*Data extracts:*
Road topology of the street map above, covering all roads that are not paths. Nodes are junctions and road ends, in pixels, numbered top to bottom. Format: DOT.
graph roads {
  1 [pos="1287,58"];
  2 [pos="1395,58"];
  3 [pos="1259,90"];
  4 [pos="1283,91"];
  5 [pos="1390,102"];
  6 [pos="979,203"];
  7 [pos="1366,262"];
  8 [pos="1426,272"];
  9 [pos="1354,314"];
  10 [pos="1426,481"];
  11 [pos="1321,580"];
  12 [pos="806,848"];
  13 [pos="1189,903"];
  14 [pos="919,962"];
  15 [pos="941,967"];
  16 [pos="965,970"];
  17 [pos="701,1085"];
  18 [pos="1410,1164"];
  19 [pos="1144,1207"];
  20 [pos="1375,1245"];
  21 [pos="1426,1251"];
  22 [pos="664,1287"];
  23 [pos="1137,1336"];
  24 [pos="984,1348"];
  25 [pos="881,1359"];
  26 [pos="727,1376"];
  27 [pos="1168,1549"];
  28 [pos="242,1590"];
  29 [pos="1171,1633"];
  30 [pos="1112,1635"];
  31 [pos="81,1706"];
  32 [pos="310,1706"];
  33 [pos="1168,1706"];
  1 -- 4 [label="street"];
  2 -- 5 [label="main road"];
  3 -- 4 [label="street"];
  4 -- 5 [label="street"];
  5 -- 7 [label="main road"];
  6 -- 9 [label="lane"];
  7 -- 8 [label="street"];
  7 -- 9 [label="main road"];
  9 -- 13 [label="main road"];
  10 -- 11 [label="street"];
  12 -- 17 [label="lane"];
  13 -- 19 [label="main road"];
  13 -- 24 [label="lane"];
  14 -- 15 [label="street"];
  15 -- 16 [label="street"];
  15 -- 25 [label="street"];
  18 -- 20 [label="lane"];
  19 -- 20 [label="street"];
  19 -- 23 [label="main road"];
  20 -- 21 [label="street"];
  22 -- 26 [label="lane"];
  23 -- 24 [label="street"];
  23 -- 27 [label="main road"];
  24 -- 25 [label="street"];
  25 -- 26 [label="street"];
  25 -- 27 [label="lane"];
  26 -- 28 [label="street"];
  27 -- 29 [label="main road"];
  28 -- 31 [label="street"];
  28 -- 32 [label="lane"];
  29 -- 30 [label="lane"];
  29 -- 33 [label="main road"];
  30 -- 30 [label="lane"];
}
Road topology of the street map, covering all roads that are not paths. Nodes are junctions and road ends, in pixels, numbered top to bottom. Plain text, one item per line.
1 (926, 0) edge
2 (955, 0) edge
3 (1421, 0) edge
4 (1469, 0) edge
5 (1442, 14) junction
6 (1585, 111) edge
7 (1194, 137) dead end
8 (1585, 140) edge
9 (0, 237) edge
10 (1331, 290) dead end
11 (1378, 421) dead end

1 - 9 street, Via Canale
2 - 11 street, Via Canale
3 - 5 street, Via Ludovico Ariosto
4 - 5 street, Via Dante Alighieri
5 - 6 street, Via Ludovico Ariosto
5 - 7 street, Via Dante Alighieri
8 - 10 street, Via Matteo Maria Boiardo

*Problem to solve:* Whenever the word "numbered" occurs in a line of the listing above, return that line.

*Solution to the exercise:*
Road topology of the street map above, covering all roads that are not paths. Nodes are junctions and road ends, in pixels, numbered top to bottom. Format: DOT.
Road topology of the street map, covering all roads that are not paths. Nodes are junctions and road ends, in pixels, numbered top to bottom. Plain text, one item per line.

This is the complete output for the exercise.